A bit dated in some of the examples by now, but the author's observations are only more prevalent a few years after writing. The main intent by the psychiatrist-author is to examine how a digitally connected world can change who we are as human beings. He does so by presenting a set of frightening but well-told stories about bad behavior behind the anonymity of a screen, and how the very nature of ubiquitous electronic communication may drive us to even worse behavior: from narcissism to bullying and brutality; from magnifying our impulsive behaviors to allowing too much freedom in sexual relations; from flabby thinking and reasoning to giving up our privacy.

Dec 17, 2013

I was expecting better. The author fails to demonstrate his foundational premise - that the e-personality is separate or distinct from the offline personality - and then tries to use "common sense" stories to prove his points about the negative side of the supposed alter-ego.

All in all, too many assumptions backed up by too little evidence makes for a waste of time if you were expecting to actually learn something.
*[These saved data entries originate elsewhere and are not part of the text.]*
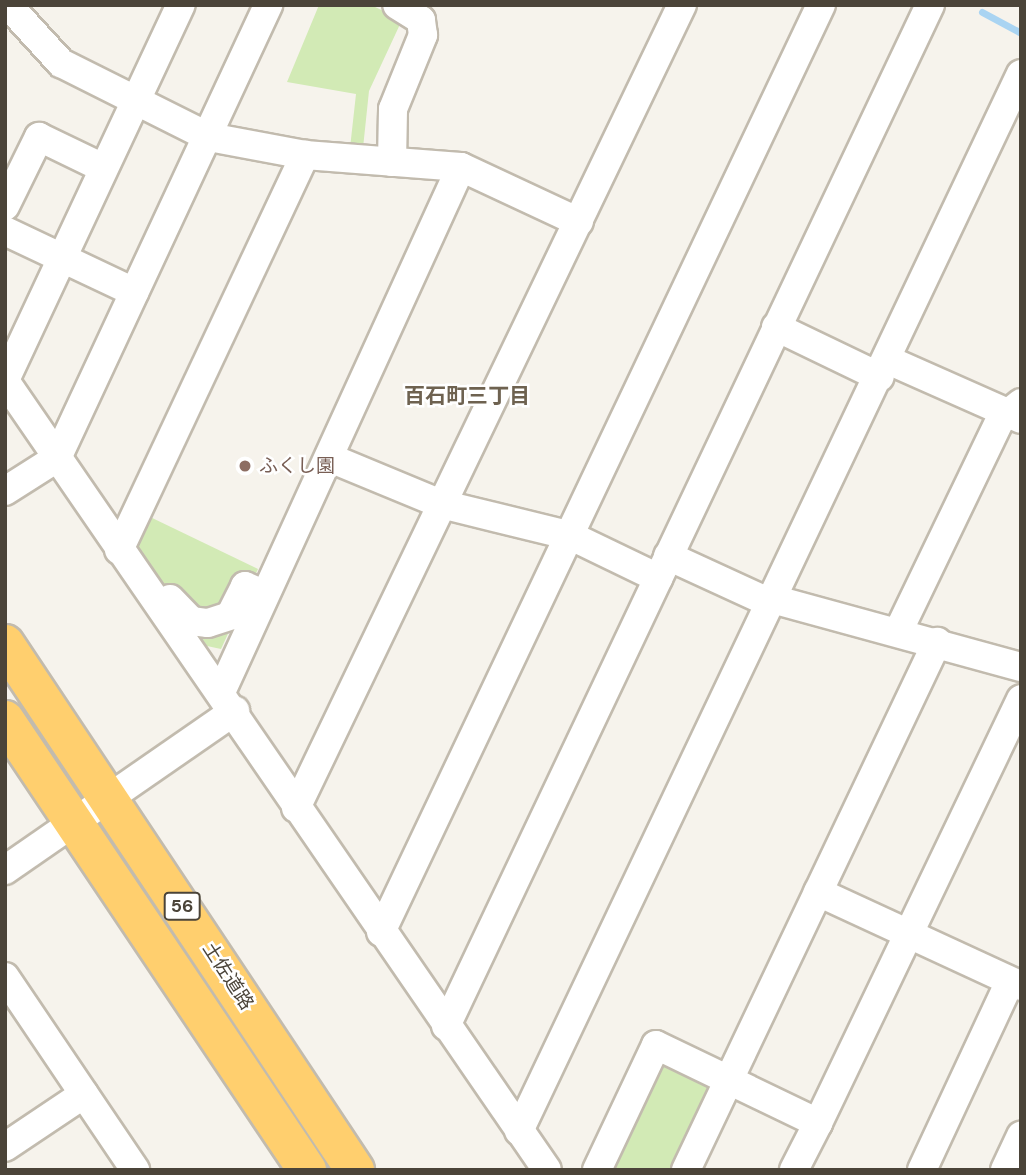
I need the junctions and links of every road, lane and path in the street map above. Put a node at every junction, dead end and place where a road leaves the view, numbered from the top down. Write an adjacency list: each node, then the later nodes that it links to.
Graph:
1 (181, 5): 9 (street)
2 (268, 5): 10 (street)
3 (397, 5): 12 (street)
4 (682, 5): 16 (street)
5 (821, 5): 29 (street)
6 (930, 5): 20 (street)
7 (18, 15): 9 (street)
8 (1021, 74): 21 (street)
9 (136, 99): 10 (street); 14 (street)
10 (209, 137): 11 (street); 19 (street)
11 (305, 155): 12 (street); 30 (street)
12 (392, 162): 13 (street)
13 (461, 167): 16 (street); 25 (street)
14 (103, 168): 15 (street); 18 (street)
15 (5, 206)
16 (579, 222): 27 (street)
17 (5, 232): 18 (street)
18 (61, 258): 19 (street); 22 (street)
19 (134, 292): 24 (street)
20 (776, 327): 21 (street); 31 (street)
21 (884, 368): 23 (street); 32 (street)
22 (5, 381): 24 (street)
23 (1017, 412): 34 (street)
24 (57, 458): 26 (street); 30 (street)
25 (330, 458): 27 (street); 39 (street)
26 (5, 491)
27 (441, 504): 29 (street); 42 (street)
28 (145, 532): 33 (street)
29 (570, 536): 31 (street); 46 (street)
30 (120, 550): 39 (street)
31 (663, 567): 32 (street); 50 (street)
32 (771, 601): 34 (street); 54 (street)
33 (244, 605)
34 (898, 632): 35 (street)
35 (937, 642): 37 (street); 45 (street)
36 (5, 644): 41 (highway, 土佐道路 / 56)
37 (1018, 659)
38 (1021, 699): 47 (street)
39 (229, 700): 41 (street); 42 (street)
40 (5, 720): 43 (highway, 56)
41 (112, 799): 43 (street); 61 (highway, 土佐道路 / 56)
42 (296, 807): 46 (street)
43 (76, 825): 44 (street); 60 (highway, 56)
44 (5, 870)
45 (818, 892): 47 (street); 51 (street)
46 (381, 932): 50 (street)
47 (907, 933): 49 (street); 53 (street)
48 (5, 977): 52 (street)
49 (1016, 983): 66 (street)
50 (446, 1026): 54 (street)
51 (729, 1081): 53 (street); 63 (street); 64 (street)
52 (84, 1094): 56 (street); 59 (street)
53 (818, 1123): 65 (street)
54 (519, 1130): 62 (street)
55 (1021, 1136): 67 (street)
56 (5, 1147)
57 (5, 1156): 58 (street)
58 (14, 1170)
59 (135, 1170)
60 (307, 1170)
61 (355, 1170)
62 (547, 1170)
63 (597, 1170)
64 (686, 1170)
65 (794, 1170)
66 (922, 1170)
67 (1005, 1170)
This is a well-written, thoughtful and scary book. At the same time, it was miuch more entertaining than I expected it to be. Aboujaoude writes accessibly, and he's a natural story-teller. He has important things to say here about changes in neurology, psychology and personality that appear to be linked to the character and ubiquity of electronic communication.

Mar 17, 2011

Fine overview of possible detrimental effects of our cyborg existence.